### [WHAT YOU ARE ASKED TO DO]
Scan the entries below. Return every line that includes "Tescione".
BEGIN ENTRIES SHOWN
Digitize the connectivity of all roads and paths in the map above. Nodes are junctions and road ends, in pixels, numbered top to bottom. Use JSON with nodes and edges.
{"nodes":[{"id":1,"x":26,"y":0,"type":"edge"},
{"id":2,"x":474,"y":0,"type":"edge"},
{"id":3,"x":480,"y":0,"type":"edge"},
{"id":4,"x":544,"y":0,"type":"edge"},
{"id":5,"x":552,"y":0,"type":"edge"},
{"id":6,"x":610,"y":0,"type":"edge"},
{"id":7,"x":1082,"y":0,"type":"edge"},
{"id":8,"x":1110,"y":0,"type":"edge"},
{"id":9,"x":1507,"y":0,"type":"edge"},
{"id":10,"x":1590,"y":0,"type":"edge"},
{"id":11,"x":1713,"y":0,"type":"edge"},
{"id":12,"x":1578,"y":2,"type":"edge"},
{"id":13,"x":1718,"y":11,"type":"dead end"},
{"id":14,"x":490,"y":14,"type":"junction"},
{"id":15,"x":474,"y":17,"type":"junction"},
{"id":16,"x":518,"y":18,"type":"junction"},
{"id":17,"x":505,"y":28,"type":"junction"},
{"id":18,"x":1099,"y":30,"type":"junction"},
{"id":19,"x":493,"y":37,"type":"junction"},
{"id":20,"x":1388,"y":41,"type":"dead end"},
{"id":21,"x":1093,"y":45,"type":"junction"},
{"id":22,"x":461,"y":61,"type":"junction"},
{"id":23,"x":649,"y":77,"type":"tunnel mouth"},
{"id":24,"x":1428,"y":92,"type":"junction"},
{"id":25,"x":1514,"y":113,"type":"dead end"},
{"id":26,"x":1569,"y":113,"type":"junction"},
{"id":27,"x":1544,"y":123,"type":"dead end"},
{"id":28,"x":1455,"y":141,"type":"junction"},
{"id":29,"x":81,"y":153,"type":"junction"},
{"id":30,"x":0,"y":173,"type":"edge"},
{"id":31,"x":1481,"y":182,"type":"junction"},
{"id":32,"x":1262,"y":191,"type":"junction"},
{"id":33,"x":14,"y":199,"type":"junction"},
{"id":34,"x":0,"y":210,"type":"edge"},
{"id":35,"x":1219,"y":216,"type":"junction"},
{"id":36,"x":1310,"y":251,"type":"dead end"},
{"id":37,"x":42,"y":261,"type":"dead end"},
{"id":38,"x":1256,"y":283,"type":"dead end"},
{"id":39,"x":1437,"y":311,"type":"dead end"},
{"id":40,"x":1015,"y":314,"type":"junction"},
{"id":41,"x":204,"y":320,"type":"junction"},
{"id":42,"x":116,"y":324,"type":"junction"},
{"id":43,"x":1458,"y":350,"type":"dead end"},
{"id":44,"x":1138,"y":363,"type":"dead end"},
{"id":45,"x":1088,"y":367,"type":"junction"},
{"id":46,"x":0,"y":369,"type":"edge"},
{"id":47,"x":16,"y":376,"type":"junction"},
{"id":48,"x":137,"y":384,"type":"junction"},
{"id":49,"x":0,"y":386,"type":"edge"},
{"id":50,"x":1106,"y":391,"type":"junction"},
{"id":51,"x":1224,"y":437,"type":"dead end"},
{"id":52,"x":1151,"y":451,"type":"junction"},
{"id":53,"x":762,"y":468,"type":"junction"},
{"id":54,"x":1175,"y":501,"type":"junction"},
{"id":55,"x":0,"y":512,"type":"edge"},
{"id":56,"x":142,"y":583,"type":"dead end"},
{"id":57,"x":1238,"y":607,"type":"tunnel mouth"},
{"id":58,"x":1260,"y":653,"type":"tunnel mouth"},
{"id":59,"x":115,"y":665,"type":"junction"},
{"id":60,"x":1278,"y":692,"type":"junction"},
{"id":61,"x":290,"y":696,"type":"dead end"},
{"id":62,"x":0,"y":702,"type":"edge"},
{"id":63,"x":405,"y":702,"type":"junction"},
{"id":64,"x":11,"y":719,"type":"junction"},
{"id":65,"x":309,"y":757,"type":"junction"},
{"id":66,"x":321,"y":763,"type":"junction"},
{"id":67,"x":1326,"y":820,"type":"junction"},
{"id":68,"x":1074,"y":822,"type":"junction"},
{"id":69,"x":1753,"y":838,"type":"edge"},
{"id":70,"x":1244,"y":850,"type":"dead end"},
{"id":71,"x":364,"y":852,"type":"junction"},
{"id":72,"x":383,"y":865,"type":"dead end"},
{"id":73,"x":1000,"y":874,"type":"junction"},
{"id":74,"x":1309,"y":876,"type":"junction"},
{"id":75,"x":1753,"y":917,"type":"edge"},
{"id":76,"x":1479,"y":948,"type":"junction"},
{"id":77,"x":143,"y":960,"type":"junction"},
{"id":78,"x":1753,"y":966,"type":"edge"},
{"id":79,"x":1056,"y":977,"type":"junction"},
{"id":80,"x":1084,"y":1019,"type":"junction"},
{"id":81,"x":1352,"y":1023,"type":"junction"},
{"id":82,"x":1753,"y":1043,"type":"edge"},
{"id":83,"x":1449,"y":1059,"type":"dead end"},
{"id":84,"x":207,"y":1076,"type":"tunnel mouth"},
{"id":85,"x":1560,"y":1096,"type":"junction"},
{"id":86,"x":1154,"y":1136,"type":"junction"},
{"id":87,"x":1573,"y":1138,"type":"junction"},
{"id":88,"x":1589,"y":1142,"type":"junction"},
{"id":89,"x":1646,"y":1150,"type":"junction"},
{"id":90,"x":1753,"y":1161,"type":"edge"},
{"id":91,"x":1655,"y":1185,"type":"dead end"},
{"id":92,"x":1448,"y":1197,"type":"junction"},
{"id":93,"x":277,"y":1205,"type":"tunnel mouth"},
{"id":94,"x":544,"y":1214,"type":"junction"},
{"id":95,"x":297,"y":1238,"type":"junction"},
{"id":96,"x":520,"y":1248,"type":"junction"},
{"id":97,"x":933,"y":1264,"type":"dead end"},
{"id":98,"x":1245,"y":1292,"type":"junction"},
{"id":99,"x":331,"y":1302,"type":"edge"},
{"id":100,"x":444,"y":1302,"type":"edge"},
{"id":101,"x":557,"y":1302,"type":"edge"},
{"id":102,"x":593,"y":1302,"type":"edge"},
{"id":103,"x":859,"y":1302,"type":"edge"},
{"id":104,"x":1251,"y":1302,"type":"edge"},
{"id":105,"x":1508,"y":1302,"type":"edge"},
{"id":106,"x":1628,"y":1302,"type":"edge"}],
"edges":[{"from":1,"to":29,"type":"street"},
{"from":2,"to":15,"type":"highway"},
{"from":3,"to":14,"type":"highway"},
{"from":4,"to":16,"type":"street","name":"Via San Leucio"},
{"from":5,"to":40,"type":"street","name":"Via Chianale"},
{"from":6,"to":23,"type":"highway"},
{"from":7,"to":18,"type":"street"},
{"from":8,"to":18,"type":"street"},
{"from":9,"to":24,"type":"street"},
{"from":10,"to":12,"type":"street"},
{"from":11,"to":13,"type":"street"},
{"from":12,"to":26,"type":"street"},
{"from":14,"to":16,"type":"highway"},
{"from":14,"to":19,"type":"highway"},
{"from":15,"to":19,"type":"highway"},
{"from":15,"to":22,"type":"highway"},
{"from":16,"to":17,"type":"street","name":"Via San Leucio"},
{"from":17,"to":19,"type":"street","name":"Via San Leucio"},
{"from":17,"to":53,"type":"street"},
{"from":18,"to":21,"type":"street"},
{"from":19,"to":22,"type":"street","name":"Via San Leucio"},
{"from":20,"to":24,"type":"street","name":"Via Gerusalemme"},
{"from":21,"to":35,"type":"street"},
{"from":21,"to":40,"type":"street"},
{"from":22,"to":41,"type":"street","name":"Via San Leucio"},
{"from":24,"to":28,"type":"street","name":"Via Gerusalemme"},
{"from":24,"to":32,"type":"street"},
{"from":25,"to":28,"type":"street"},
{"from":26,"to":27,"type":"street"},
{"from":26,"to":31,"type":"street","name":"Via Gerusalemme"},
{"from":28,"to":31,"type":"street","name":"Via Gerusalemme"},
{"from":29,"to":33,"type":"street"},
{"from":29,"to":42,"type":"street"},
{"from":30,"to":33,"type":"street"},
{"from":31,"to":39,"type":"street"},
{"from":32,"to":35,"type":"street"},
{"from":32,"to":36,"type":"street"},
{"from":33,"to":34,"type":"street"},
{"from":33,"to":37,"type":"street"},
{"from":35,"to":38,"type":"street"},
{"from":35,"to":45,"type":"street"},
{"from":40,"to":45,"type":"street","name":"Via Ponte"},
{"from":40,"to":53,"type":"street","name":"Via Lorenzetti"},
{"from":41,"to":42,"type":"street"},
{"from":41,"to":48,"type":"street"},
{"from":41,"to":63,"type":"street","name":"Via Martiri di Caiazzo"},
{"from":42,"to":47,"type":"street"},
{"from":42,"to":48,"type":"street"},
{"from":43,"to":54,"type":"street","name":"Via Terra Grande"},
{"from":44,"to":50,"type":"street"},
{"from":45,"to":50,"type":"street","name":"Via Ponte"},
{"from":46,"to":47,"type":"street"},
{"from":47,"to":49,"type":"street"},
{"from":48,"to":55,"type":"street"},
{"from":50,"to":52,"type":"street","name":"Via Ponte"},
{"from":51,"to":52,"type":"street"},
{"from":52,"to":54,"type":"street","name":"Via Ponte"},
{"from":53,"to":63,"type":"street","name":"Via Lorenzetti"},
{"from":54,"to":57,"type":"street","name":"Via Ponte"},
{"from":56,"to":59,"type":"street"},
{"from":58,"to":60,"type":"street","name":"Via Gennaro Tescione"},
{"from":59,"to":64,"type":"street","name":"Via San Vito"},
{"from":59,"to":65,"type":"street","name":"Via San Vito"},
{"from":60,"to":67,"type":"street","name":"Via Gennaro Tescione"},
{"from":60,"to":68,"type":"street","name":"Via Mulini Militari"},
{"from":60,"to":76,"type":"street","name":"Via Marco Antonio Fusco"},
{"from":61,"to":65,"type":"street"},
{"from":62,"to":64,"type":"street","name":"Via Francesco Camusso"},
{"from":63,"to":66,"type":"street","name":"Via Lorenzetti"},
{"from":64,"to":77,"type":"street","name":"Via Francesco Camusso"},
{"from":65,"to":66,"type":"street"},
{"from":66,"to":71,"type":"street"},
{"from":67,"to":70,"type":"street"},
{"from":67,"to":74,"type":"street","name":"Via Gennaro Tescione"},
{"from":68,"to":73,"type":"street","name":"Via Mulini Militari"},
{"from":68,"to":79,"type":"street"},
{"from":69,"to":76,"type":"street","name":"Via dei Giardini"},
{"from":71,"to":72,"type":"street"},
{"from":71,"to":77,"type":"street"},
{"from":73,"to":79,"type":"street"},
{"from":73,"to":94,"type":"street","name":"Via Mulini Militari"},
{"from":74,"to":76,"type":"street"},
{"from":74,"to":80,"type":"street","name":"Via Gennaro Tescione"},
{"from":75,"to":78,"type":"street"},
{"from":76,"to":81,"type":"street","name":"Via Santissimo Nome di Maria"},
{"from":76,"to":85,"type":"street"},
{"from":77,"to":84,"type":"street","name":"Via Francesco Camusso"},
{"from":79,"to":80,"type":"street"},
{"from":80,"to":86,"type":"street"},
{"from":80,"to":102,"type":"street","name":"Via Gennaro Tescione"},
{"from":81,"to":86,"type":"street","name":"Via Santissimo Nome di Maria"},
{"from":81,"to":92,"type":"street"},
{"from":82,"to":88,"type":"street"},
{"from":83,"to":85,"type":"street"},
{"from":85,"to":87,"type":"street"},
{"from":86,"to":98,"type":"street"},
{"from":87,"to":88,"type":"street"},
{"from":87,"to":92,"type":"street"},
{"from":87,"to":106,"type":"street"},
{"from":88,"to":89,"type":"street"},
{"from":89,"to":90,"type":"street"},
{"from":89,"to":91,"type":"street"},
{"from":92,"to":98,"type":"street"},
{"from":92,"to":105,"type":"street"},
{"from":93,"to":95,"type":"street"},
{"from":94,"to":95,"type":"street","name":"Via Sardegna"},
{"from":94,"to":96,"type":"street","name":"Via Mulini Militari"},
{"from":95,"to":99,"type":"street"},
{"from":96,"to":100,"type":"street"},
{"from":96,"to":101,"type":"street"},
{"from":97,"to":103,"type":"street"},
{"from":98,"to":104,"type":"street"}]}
END ENTRIES SHOWN
### [RESPONSE]
{"from":58,"to":60,"type":"street","name":"Via Gennaro Tescione"},
{"from":60,"to":67,"type":"street","name":"Via Gennaro Tescione"},
{"from":67,"to":74,"type":"street","name":"Via Gennaro Tescione"},
{"from":74,"to":80,"type":"street","name":"Via Gennaro Tescione"},
{"from":80,"to":102,"type":"street","name":"Via Gennaro Tescione"},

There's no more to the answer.